-- Entries shown --
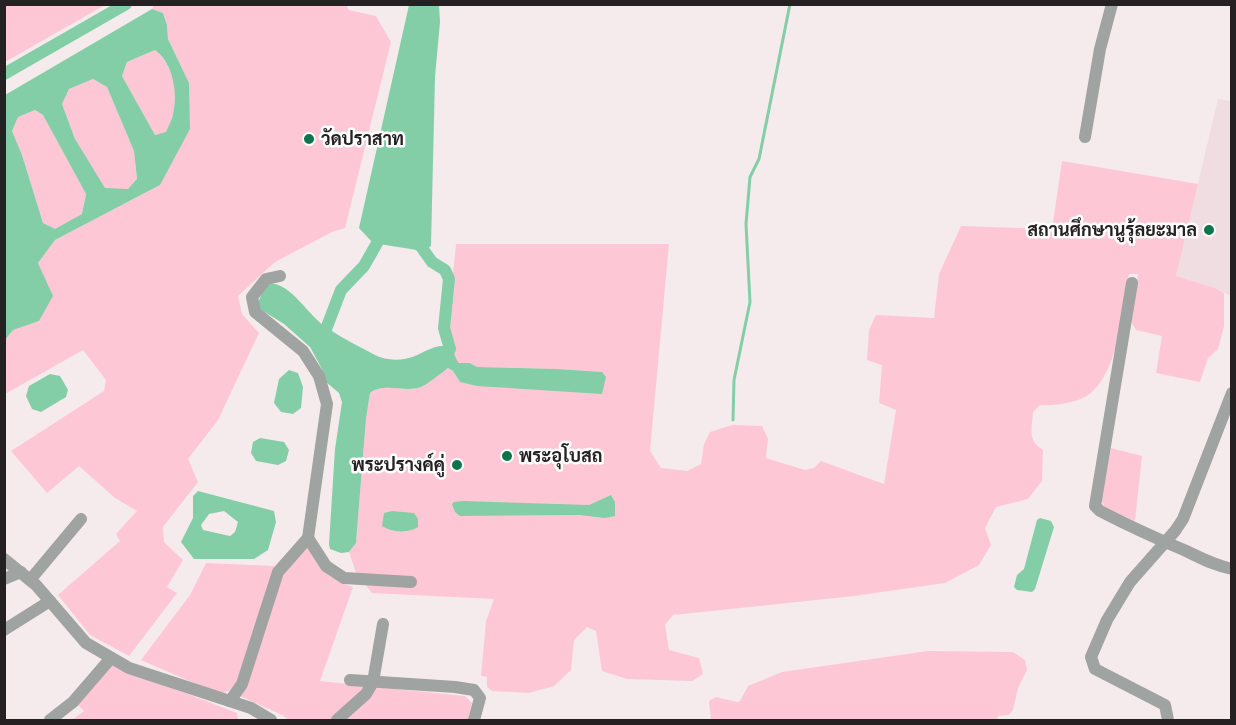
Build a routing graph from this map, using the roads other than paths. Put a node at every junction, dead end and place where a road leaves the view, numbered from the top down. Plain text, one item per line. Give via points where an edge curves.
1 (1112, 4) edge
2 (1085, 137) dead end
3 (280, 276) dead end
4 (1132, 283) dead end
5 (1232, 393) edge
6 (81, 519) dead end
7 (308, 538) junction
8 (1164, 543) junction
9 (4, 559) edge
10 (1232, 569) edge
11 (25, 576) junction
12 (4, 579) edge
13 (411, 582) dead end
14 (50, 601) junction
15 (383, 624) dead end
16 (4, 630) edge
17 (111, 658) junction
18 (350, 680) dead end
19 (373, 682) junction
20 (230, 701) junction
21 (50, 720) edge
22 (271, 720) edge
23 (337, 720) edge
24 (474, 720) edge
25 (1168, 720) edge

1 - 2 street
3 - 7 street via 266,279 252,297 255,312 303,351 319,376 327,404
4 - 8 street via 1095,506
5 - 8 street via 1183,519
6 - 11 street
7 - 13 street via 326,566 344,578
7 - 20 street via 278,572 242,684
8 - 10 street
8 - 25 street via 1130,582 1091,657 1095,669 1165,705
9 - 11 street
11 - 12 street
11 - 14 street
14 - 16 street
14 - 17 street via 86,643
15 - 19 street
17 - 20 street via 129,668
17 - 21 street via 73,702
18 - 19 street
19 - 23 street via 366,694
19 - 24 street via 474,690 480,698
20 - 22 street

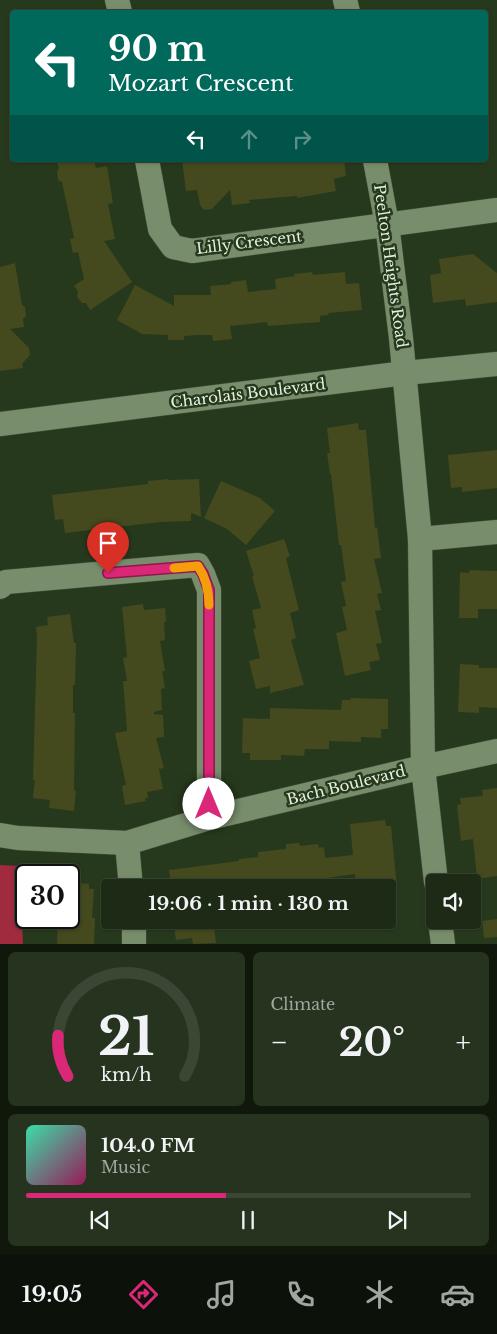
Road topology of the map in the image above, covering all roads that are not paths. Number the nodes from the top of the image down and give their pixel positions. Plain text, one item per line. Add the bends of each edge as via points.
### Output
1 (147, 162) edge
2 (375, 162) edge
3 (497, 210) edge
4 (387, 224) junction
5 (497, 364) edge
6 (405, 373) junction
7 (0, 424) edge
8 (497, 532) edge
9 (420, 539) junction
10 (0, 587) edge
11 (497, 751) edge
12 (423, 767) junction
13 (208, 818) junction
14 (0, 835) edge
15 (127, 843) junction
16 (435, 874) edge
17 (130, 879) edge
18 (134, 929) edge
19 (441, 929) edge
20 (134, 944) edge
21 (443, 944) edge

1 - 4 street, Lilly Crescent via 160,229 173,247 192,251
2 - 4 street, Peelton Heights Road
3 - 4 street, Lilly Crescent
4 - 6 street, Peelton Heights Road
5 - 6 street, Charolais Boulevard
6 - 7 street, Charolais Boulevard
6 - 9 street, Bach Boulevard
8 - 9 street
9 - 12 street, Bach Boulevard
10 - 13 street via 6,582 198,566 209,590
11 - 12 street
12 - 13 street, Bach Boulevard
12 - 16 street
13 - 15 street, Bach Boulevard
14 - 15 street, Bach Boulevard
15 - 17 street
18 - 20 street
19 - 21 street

-- Task description --
Everything in the listing except the pictures must be reproduced exactly.

-- Response for this exercise --
Build a routing graph from this map, using the roads other than paths. Put a node at every junction, dead end and place where a road leaves the view, numbered from the top down. Plain text, one item per line. Give via points where an edge curves.
1 (1112, 4) edge
2 (1085, 137) dead end
3 (280, 276) dead end
4 (1132, 283) dead end
5 (1232, 393) edge
6 (81, 519) dead end
7 (308, 538) junction
8 (1164, 543) junction
9 (4, 559) edge
10 (1232, 569) edge
11 (25, 576) junction
12 (4, 579) edge
13 (411, 582) dead end
14 (50, 601) junction
15 (383, 624) dead end
16 (4, 630) edge
17 (111, 658) junction
18 (350, 680) dead end
19 (373, 682) junction
20 (230, 701) junction
21 (50, 720) edge
22 (271, 720) edge
23 (337, 720) edge
24 (474, 720) edge
25 (1168, 720) edge

1 - 2 street
3 - 7 street via 266,279 252,297 255,312 303,351 319,376 327,404
4 - 8 street via 1095,506
5 - 8 street via 1183,519
6 - 11 street
7 - 13 street via 326,566 344,578
7 - 20 street via 278,572 242,684
8 - 10 street
8 - 25 street via 1130,582 1091,657 1095,669 1165,705
9 - 11 street
11 - 12 street
11 - 14 street
14 - 16 street
14 - 17 street via 86,643
15 - 19 street
17 - 20 street via 129,668
17 - 21 street via 73,702
18 - 19 street
19 - 23 street via 366,694
19 - 24 street via 474,690 480,698
20 - 22 street

Road topology of the map in the image above, covering all roads that are not paths. Number the nodes from the top of the image down and give their pixel positions. Plain text, one item per line. Add the bends of each edge as via points.
### Output
1 (147, 162) edge
2 (375, 162) edge
3 (497, 210) edge
4 (387, 224) junction
5 (497, 364) edge
6 (405, 373) junction
7 (0, 424) edge
8 (497, 532) edge
9 (420, 539) junction
10 (0, 587) edge
11 (497, 751) edge
12 (423, 767) junction
13 (208, 818) junction
14 (0, 835) edge
15 (127, 843) junction
16 (435, 874) edge
17 (130, 879) edge
18 (134, 929) edge
19 (441, 929) edge
20 (134, 944) edge
21 (443, 944) edge

1 - 4 street, Lilly Crescent via 160,229 173,247 192,251
2 - 4 street, Peelton Heights Road
3 - 4 street, Lilly Crescent
4 - 6 street, Peelton Heights Road
5 - 6 street, Charolais Boulevard
6 - 7 street, Charolais Boulevard
6 - 9 street, Bach Boulevard
8 - 9 street
9 - 12 street, Bach Boulevard
10 - 13 street via 6,582 198,566 209,590
11 - 12 street
12 - 13 street, Bach Boulevard
12 - 16 street
13 - 15 street, Bach Boulevard
14 - 15 street, Bach Boulevard
15 - 17 street
18 - 20 street
19 - 21 street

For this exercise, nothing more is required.